In the multiple unmanned aerial vehicle (UAV)- assisted downlink communication, it is challenging for UAV base stations (UAV BSs) to realize trajectory design and resource assignment in unknown environments. The cooperation and competition between UAV BSs in the communication network leads to a Markov game problem. Multi-agent reinforcement learning is a significant solution for the above decision-making. However, there are still many common issues, such as the instability of the system and low utilization of historical data, that limit its application. In this paper, a novel graph-attention multi-agent trust region (GA-MATR) reinforcement learning framework is proposed to solve the multi-UAV assisted communication problem. Graph recurrent network is introduced to process and analyze complex topology of the communication network, so as to extract useful information and patterns from observational information.
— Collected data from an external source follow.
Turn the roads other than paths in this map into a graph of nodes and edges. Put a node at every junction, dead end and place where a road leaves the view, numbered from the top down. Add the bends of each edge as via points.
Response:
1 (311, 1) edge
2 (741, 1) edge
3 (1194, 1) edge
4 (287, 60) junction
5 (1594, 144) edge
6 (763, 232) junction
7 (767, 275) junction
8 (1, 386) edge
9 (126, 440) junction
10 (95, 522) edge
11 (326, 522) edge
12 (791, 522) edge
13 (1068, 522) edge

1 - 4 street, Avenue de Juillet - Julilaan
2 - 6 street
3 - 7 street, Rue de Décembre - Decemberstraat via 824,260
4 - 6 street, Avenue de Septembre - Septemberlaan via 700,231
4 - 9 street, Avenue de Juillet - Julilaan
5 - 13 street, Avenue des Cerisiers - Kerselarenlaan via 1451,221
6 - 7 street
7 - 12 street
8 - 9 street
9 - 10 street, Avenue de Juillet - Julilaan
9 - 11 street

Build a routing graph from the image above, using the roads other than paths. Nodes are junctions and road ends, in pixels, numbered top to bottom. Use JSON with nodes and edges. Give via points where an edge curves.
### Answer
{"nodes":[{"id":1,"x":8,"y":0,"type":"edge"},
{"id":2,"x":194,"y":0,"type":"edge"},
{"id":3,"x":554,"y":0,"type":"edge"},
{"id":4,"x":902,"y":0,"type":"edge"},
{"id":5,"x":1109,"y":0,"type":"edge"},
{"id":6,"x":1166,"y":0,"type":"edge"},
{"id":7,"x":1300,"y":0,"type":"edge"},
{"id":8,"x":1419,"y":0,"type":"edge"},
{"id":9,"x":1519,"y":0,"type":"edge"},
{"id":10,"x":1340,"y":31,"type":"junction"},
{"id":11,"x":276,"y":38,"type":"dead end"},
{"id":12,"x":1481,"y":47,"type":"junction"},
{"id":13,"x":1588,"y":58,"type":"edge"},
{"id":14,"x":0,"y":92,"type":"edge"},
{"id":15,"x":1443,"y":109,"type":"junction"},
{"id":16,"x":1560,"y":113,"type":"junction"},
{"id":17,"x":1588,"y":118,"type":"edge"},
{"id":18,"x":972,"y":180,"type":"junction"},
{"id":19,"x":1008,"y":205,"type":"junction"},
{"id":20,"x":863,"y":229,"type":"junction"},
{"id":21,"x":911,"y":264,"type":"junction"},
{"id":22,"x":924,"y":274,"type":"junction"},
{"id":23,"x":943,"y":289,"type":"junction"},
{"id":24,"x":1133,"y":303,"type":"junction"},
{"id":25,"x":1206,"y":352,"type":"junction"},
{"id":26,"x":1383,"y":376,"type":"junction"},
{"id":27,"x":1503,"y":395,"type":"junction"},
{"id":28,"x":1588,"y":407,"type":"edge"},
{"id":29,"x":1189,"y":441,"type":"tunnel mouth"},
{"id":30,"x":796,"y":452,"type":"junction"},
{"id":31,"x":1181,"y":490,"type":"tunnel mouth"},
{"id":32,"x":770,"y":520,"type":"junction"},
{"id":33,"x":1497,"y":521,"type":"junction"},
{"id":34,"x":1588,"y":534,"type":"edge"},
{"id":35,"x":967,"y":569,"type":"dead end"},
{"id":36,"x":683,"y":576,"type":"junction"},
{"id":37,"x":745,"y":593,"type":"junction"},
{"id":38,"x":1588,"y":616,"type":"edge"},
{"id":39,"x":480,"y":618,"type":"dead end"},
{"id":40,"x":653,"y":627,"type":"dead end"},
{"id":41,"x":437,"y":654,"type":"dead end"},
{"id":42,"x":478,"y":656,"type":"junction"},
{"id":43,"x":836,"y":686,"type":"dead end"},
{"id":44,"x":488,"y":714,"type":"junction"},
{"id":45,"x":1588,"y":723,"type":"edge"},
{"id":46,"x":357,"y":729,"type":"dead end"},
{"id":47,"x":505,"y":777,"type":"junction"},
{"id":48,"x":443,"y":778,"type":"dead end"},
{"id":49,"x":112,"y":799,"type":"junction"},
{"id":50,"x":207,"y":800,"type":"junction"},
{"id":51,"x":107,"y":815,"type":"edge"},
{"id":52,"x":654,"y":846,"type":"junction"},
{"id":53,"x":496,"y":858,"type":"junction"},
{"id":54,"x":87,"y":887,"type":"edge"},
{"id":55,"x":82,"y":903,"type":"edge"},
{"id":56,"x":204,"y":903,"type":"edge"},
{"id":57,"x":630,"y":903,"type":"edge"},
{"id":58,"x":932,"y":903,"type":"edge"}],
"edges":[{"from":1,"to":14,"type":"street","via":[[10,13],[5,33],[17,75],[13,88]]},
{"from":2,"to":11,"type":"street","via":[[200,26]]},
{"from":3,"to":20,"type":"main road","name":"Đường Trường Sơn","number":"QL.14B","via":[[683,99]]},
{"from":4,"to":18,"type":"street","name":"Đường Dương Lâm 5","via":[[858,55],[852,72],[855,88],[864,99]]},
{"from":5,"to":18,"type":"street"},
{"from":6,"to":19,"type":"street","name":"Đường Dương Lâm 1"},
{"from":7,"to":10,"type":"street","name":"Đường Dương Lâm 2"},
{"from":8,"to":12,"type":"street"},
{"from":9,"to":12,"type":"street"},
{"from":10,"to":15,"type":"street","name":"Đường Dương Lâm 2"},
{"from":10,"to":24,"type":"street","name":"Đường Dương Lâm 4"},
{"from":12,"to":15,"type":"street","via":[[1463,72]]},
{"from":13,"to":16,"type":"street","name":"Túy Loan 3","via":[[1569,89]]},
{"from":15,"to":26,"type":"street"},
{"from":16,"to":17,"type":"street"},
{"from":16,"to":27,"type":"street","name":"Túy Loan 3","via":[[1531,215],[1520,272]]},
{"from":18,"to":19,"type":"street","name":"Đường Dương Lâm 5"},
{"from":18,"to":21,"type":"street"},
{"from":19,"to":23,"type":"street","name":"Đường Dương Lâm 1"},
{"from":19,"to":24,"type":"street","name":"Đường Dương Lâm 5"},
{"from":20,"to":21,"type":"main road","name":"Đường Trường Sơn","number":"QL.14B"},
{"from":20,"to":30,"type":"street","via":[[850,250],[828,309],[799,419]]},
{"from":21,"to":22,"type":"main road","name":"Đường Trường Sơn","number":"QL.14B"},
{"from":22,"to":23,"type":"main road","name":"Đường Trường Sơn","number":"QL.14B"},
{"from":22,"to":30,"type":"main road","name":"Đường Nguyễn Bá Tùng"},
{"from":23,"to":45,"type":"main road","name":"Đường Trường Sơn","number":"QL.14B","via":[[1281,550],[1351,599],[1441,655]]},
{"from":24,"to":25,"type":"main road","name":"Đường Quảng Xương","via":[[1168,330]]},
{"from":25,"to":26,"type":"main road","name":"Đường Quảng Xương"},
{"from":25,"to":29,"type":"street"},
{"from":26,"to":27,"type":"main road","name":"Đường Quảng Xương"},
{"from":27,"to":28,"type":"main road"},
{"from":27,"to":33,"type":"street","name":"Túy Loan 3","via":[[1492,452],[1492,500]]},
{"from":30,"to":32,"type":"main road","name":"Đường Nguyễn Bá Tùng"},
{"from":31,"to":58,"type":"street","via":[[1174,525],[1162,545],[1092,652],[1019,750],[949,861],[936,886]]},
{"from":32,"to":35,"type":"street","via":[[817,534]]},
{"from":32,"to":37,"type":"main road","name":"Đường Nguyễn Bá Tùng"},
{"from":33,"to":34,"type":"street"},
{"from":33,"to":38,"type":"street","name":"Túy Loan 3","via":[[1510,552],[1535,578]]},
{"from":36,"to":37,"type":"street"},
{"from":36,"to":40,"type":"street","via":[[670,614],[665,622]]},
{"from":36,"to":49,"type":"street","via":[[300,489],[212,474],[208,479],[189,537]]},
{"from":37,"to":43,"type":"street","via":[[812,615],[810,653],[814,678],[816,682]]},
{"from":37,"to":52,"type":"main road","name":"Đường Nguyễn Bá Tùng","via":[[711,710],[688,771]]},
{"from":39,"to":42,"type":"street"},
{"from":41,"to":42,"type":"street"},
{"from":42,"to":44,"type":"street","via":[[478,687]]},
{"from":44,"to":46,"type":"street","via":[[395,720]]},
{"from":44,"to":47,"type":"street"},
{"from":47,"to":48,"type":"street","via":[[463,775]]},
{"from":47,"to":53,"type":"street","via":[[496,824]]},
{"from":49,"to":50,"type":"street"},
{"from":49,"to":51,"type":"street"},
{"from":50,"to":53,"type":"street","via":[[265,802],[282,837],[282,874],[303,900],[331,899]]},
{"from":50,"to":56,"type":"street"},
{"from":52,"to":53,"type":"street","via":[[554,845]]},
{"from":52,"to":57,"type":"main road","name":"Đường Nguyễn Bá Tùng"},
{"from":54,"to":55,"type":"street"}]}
The attention mechanism provides additional weighting for conveyed information, so that the critic network can accurately evaluate the value of behavior for UAV BSs. This provides more reliable feedback signals and helps the actor network update the strategy more effectively. Ablation simulations indicate that the proposed approach attains improved convergence over the baselines. UAV BSs learn the optimal communication strategies to achieve their maximum cumulative rewards. Additionally, multi-agent trust region method with monotonic convergence provides an estimated Nash equilibrium for the multi-UAV assisted communication Markov game.